AIMEE'S PARTY: THE PLATFORMISTAS
Of course, Ginsu is feeding the script -- metaphorically speaking, because they probably don't even talk to each other but are just on the same wavelength -- to Aimee Weber and other FIC regs who are going around now with the message that SL is a platform, not a world, silly you, if you believed in it and spent any money on anything that was not portable, like virtual estate, and didn't spend it on becoming a kick-ass creator with portable content, using Aimee's new book.
Aimee must be between jobs now -- she's out on the sluniverse.com forums and elsewhere ranting about Prokofy, babbling gibberish, and admonishing other kids who seem to take SL as a *world* -- just the way Philip Rosedale spoke of it, "It's a world...it's a place..." -- and telling them they should realize it's about as much a "world" as Tile and Flooring World of Paramus, NJ -- and they need to learn how to make tile and flooring and shut up about it being a world.
And Aimee knows about Tile and Flooring World of Paramus, NJ...because...why? Could her cultural level be about at the level of Paramus, NJ perhaps?
'NOT AN ECONOMY, A PRODUCT'
Ginsu is spinning the "not an economy, not a world, but a product" crap now -- rather than really substantively answering *even a single question* about the currency market and the land auction system -- because he is setting the stage for *dismantling it*. Instead, he tried to cleverly turn the entire conversation around to a bland discussion of land-as-service or currency-as-service. Hey, we *realize* these are services because duh, WE are the ones PERFORMING THESE SERVICES, NOT YOU, GINSU HELLOOOO. BUT WHAT DO WE GET OUT OF ?! AFTER YOUR LIQUIDITY EVENT?
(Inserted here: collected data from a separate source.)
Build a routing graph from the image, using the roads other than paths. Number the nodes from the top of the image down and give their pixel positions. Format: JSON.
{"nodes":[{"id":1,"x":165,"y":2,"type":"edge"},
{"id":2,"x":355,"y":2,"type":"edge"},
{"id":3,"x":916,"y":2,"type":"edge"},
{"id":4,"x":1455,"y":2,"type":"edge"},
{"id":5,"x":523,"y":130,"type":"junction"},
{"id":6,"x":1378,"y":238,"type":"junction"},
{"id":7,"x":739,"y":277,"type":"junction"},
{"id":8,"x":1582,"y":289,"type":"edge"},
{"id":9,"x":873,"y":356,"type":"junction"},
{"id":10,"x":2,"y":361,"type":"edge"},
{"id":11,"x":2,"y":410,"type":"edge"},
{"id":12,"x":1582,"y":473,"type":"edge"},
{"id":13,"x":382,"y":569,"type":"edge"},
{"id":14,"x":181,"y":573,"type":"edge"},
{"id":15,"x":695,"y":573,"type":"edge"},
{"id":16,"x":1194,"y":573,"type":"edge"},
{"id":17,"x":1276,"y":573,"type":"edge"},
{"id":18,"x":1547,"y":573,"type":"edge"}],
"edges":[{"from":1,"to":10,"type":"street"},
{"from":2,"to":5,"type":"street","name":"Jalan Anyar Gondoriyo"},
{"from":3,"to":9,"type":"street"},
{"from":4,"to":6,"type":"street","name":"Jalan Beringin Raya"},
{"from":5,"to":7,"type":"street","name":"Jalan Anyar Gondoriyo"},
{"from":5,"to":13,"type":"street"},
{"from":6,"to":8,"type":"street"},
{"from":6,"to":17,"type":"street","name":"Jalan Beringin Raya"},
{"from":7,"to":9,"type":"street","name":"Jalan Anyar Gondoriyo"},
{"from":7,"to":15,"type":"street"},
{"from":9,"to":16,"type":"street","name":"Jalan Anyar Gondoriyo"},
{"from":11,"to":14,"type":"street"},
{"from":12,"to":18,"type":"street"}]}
Don't think we are such chumps that we don't *realize* that, Ginsu. We get it. But what you don't get is what Kool-Aid poison you are suffering from. You imagine that you are growing, that you yourself are becoming more and more important, and that you will have this great portfolio of all these grid-level customers who will buy sims in bulk and pay a fortune for special licenses and hook-ups as you open-source -- whenever that happens -- or even before then (as ESC had a special license to have a viewer).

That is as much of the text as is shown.